Strong public policies at every level of government can help unlock America’s potential for clean solar energy. To achieve America’s full solar potential:
o Local governments should adopt policies guaranteeing homeowners and businesses the right to generate power from the sunlight that strikes their properties and (where permitted) implement property-assessed clean energy (PACE) financing programs to expand access to solar energy. Local governments with municipal utilities should promote solar energy by providing financial incentives – such as feed-in-tariffs – to customers and invest in community-scale and utility-scale solar projects. In addition, local governments should adopt solar-friendly zoning rules and streamlined permitting procedures to eliminate red tape and make it easier and cheaper for Americans to “go solar.”
o State governments should set ambitious goals for solar energy and adopt policies – including many of those described in this report – to meet them. State governments should also use their role as the primary regulators of electric utilities to encourage utility investments in solar energy, implement rate structures that maximize the benefits of solar energy to consumers, and support smart investments to move toward a more intelligent electric grid in which distributed sources of energy such as solar power play a larger role.
o The federal government should continue key tax credits for solar energy, encourage responsible development of prime solar resources on public lands in the American West, and support research, development and deployment efforts designed to reduce the cost of solar energy and smooth the incorporation of large amounts of solar energy into the electric grid.
o All levels of government should lead by example by installing solar energy technologies on government buildings.

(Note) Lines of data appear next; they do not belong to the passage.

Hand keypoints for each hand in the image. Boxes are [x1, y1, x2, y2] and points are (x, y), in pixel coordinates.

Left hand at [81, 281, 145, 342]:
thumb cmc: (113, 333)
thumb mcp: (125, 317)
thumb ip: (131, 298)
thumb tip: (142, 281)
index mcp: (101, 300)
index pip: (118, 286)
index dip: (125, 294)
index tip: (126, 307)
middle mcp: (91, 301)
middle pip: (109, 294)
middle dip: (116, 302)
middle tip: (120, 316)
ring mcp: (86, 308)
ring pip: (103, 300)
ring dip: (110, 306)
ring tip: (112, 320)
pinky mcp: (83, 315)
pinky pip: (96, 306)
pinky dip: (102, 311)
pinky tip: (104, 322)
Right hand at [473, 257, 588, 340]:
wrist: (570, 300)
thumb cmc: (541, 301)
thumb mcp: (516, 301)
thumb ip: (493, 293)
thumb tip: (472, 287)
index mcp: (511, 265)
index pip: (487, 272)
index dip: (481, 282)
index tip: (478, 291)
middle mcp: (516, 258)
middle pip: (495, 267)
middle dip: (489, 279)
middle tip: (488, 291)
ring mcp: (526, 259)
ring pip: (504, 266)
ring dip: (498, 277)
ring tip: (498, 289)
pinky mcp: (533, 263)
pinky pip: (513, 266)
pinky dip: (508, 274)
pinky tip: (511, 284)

* In this report, “solar photovoltaic capacity” refers to installed solar photovoltaic systems, both distributed and utility-scale. “Solar electricity capacity” refers to all solar technologies that generate electricity, including concentrating solar power systems that use the sun’s heat – rather than its light – to generate electricity. The figures in this report do not include other solar energy technologies, such as solar water heating, that are increasingly important sources of clean energy.